Solved: Re: Could I create a data volume on CFO HA policy aggr

wangjundragon · ‎2013-01-12

I see a document,There is a saying that I can not understand,"However, data volumes in CFO aggregates are given back together with the root volume immediately."

But when I create vserver, operating system does not allow data vol specifies on node's root aggr。

I have two questions, first, whether aggr with CFO HA policy is only node's root aggr,And it can not create data vol。

The second problem is , since on c-mode HA pairs, root aggr is CFO HA policy，When controller failover, whether on a surviving node will still be bringing up the failed node virtual instance

mrinal · ‎2013-01-14

Yes.

cluster1::> storage aggregate modify -aggregate [aggregate] -ha-policy [cfo|sfo]

View solution in original post

mrinal · ‎2013-01-14

Hi,

Answer 1 - By default, clustered ONTAP creates data aggregates with 'ha-policy' of SFO. Typically, data aggregates have 'ha-policy' of CFO when they contain the Target volume that is being transitioned from 7-Mode to clustered ONTAP. The fact that you cannot create a data volume in the node root aggregate is partly related to the fact that NetApp does not recommend putting user data on the root aggregate and partly related to the failover times for aggregates with 'ha-policy' of CFO that also contain user data.

Answer 2 - The node failover behaviour in clustered ONTAP is different when compared to the failover in 7-Mode. In clustered ONTAP we do not bring up a virtual instance of the failed node. The surviving node takes ownership of the disks from the failed node. This can be verified by running the 'storage aggregate show' command and looking at the 'nodes' column of the command output.

In general....

CFO (Controller FailOver) is how ONTAP handles resiliency between controllers that run Data ONTAP 7G or Data ONTAP 8 7-Mode. This failover behaviour is also used for the node root aggregate on nodes running clustered ONTAP. However for the purpose of explaining CFO we will focus on 7G / 7-Mode HA pairs.

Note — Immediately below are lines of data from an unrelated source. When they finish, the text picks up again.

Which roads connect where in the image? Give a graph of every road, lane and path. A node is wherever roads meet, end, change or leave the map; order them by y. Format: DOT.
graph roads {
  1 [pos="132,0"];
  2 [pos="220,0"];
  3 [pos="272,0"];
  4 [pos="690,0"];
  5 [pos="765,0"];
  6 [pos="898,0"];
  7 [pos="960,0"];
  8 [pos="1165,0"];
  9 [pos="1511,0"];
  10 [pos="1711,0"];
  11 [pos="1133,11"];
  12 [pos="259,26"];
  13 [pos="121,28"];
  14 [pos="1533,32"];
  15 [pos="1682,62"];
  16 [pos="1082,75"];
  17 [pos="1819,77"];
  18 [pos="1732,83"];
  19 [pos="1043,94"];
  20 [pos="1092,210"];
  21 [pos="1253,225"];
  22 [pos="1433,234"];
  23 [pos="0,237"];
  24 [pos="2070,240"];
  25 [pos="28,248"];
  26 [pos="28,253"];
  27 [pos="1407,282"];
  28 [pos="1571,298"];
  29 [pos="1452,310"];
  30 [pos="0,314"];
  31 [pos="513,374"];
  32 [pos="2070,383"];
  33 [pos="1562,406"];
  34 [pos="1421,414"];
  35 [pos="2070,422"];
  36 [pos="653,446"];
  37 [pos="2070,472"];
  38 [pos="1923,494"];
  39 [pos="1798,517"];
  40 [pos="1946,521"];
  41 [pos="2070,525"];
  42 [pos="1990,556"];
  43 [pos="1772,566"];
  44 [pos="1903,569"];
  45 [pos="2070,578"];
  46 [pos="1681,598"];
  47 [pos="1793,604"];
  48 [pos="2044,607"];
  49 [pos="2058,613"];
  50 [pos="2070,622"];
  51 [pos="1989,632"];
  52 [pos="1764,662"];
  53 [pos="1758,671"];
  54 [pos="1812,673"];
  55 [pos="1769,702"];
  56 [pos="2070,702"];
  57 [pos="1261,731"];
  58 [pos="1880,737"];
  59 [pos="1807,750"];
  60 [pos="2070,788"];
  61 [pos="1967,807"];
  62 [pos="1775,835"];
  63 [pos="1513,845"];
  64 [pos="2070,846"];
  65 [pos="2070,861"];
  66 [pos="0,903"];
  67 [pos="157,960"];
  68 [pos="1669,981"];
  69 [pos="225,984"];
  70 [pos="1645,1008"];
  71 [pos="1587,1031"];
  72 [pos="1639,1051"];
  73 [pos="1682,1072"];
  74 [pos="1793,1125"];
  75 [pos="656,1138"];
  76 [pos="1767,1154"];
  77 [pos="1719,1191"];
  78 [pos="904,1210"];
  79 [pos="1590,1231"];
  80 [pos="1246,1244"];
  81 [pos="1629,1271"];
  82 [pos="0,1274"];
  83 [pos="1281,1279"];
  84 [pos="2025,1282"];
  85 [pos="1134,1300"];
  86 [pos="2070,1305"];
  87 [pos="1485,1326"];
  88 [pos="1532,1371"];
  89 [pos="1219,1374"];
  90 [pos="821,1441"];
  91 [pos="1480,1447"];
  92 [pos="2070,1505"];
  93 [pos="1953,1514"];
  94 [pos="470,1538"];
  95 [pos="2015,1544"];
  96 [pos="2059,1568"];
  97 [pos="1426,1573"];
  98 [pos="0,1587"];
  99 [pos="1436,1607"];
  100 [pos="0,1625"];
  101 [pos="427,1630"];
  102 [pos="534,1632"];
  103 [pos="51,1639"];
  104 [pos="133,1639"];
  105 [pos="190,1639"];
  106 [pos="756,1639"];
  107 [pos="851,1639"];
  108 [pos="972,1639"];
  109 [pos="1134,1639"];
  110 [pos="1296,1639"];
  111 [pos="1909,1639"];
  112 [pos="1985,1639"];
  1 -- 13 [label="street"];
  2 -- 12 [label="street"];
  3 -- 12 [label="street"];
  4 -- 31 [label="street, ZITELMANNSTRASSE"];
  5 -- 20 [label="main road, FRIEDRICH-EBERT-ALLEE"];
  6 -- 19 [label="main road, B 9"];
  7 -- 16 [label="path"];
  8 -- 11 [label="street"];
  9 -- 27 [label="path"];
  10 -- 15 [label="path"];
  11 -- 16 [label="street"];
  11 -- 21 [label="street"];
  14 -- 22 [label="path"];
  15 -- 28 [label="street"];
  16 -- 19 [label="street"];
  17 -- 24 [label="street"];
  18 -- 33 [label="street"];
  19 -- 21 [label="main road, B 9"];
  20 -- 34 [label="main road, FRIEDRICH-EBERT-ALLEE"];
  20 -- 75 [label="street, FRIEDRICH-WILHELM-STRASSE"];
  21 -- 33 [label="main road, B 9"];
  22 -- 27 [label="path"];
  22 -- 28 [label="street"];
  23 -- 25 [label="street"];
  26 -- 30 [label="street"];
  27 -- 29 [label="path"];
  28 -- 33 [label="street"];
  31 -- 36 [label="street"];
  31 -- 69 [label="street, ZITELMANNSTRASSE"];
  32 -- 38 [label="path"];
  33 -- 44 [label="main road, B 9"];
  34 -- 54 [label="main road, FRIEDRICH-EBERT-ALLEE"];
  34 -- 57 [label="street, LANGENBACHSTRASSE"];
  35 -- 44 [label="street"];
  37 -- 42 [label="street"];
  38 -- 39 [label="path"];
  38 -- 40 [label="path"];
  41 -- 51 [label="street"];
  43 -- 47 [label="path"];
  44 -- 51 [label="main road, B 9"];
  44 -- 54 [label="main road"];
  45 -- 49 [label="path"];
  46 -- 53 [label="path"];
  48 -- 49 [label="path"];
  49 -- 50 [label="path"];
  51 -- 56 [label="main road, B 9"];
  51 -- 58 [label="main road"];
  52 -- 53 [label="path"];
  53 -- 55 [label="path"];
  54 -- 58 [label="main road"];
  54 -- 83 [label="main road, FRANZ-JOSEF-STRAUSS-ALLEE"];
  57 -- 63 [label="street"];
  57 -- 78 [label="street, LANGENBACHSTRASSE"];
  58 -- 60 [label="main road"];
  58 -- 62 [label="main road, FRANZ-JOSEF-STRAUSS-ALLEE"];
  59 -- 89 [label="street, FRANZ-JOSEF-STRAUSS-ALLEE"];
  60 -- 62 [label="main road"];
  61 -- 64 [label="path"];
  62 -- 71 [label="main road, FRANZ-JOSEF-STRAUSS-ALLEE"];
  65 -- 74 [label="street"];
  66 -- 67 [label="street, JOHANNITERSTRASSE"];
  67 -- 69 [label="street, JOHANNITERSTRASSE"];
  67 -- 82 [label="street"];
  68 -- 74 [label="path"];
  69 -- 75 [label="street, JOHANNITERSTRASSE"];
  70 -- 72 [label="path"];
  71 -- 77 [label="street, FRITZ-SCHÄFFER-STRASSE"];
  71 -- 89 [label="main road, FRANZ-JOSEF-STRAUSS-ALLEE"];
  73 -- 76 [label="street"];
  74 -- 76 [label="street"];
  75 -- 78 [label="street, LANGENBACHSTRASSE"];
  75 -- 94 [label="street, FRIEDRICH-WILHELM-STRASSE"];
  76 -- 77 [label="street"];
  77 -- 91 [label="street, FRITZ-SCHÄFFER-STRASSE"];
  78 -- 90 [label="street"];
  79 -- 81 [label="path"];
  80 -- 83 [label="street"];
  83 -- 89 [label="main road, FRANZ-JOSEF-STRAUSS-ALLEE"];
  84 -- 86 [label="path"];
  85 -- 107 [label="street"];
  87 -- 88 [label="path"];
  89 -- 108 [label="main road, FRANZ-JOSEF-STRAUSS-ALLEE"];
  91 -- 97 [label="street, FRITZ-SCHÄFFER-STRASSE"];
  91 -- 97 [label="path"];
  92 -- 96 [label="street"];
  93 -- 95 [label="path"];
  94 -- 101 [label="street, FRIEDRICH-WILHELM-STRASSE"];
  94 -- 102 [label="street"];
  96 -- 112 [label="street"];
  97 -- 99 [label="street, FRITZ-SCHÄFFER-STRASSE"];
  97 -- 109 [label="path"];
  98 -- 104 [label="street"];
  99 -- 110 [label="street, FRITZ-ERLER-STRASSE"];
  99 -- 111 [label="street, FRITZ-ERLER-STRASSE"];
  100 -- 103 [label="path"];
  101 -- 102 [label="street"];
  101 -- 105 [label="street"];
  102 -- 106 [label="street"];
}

When one of the two nodes in a 7G / 7-Mode HA pair is unexpectedly unavailable the partner node picks up the function of serving data that was hosted on the failed node. In order to serve data the surviving node brings up a virtual instance of the failed node in its memory and mimics its configuration to clients looking to access data belonging to the failed node. For a giveback event to occur the surviving node checks for a message from the partner node that it is waiting for giveback. When such a message is detected, the surviving node hands back control of all data serving functions to its partner. Once the partner indicates that the giveback has been successful the surviving node removes the virtual instance of the partner from its memory. If the giveback fails for any reason the surviving node continue to host the virtual instance of its partner.

SFO (Storage FailOver) is how clustered ONTAP (also known as Data ONTAP 8 Cluster-Mode) handles resilient failover of aggregate containing user data between HA pairs of controllers. Unlike 7G / 7-Mode the failover mechanism of network resources is outside the scope of SFO. One of the reasons takeover is more efficient in clustered ONTAP is because RAID on the HA partner makes a RPC call to the VLDB to update the location of the CFO and SFO HA policy aggregates. This allows access to the volumes on these aggregates from the Nblade. In effect, the HA partner takes ownership of the partners disks, whereas in 7-Mode the partner brings up a virtual instance of the failed node.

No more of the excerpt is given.